COL FONDO (SUR LIES)

I Col Fondo, o Sur Lies, sono spumanti ai quali non viene effettuata la sboccatura, ovvero resteranno tutta la vita su lieviti che, esaurito il ciclo vitale, andranno a creare un deposito polveroso (sul fondo della bottiglia, se tenuta in piedi, o sul fianco, se conservata coricata).
Queste bottiglie possono essere stappate sia tenendole in posizione verticale per separare il vino limpido dal deposito che resterà in buona parte sul fondo, sia capovolgendole un paio di volte per omogeneizzare il contenuto, intorbidendo il liquido e avendo di fatto nel bicchiere un altro vino.

Generalmente gli Ancestrali non vengono sboccati e arrivano sul tavolo del consumatore ancora sur lies, negli ultimi anni però c’è stata un po’ ovunque una corsa alla spumantizzazione, iniziata con il Metodo Classico, che sta virando sempre più verso gli Ancestrali e i Col Fondo.
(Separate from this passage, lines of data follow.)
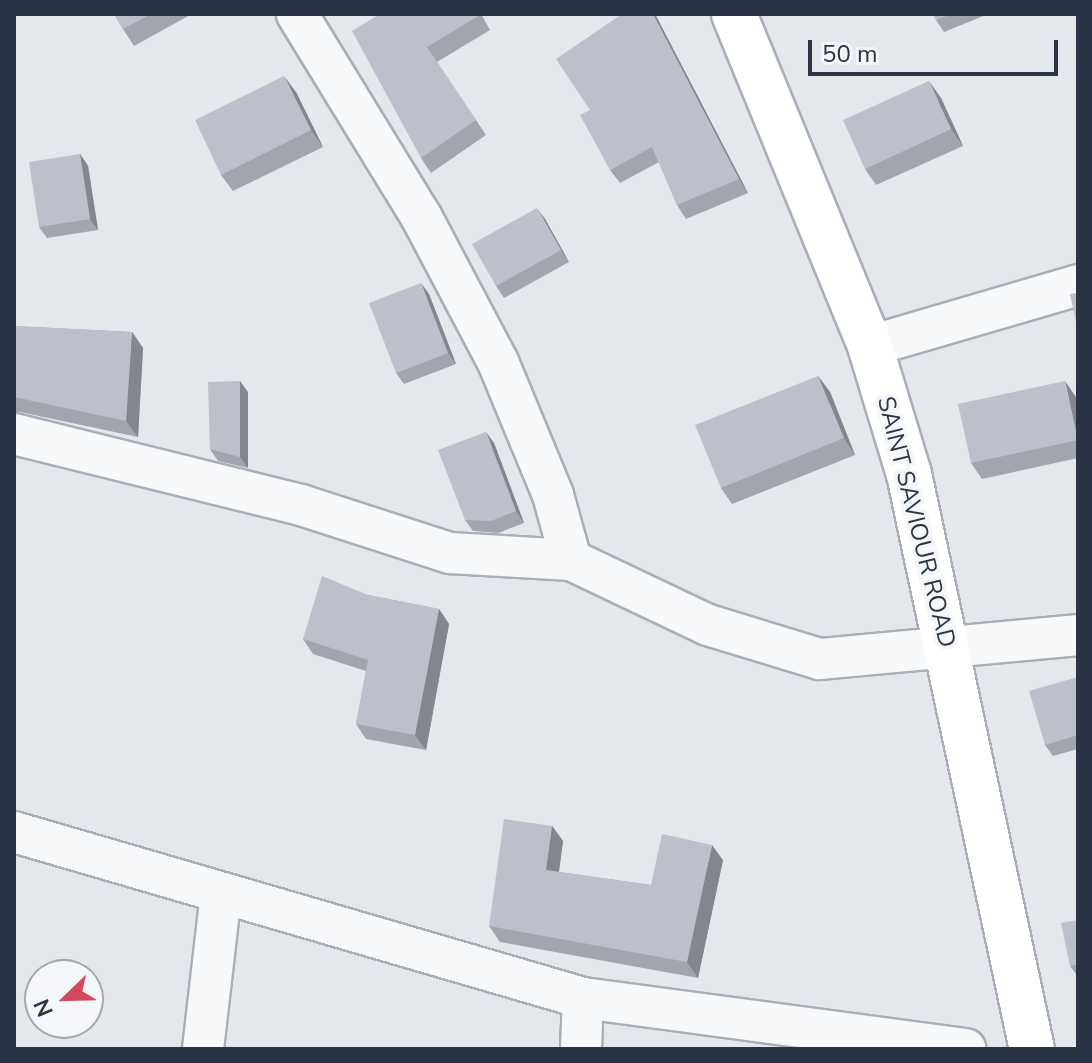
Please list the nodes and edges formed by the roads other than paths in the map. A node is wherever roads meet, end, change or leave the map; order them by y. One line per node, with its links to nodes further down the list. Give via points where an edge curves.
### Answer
1 (297, 14): 6 (street, via 422,218 498,362 553,495)
2 (734, 14): 4 (street, SAINT SAVIOUR ROAD)
3 (1078, 285): 4 (street)
4 (870, 346): 8 (street, SAINT SAVIOUR ROAD, via 909,474)
5 (14, 434): 6 (street, via 301,505 450,553)
6 (571, 560): 8 (street, via 708,625 820,659)
7 (1078, 635): 8 (street)
8 (947, 647): 15 (street, SAINT SAVIOUR ROAD)
9 (14, 832): 10 (street)
10 (221, 894): 11 (street); 12 (street)
11 (583, 998): 13 (street); 14 (street)
12 (203, 1049)
13 (581, 1049)
14 (966, 1049)
15 (1032, 1049)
Troviamo quindi eccezioni come Metodo Classico non sboccato - ad esempio il Puro di Movia - o Ancestrali sboccati, come i vini di Potaire Gadouche-Les Capriades, maestri del metodo ancestrale in Loira.


Ancestrali e Col Fondo sono generalmente Pet Nat (Pétillant Naturel, tipologia che racchiude tutti gli spumanti naturali, quindi Ancestrali e Rifermentati con presa di spuma naturale), ma nulla vieta di innescare la fermentazione con un lievito selezionato e far fare la coda in bottiglia o far rifermentare successivamente il vino con un lievito selezionato. 

I Metodo Classico non vengono associati ai Pet Nat, ma negli ultimi anni, soprattutto in Champagne, sono nati parecchi prodotti che fanno sia la prima fermentazione che la seconda ad opera di lieviti naturali e tanti sono prodotti ibridi, dove il vino base fa la fermentazione spontanea e nella presa di spuma intervengono i lieviti selezionati.


Una considerazione personale

Se volessi bere un Metodo Classico, sceglierei un “Nature” o un “Dosaggio Zero” figlio di un’unica vendemmia, un vino fatto il più possibile in vigna e il meno possibile in cantina.
Questo perché tutte le pratiche che possono subire gli spumanti Metodo Classico tradizionali (dal vino base fatto a mo’ di cocktail, mixando vini di varie annate e tipologie, passando per prese di spuma a base di zuccheri raffinati e lieviti selezionati, finendo con il dosaggio, con cui si può modificare radicalmente il prodotto finito) allontanano notevolmente lo spumante da quello che personalmente trovo desiderabile, ovvero un vino nel quale si sentono l’uva, il Terroir e la mano gentile del produttore, e lo avvicinano ad una bevanda costruita, con interventi di cantina invadenti, uguale vendemmia dopo vendemmia, anzi lotto dopo lotto.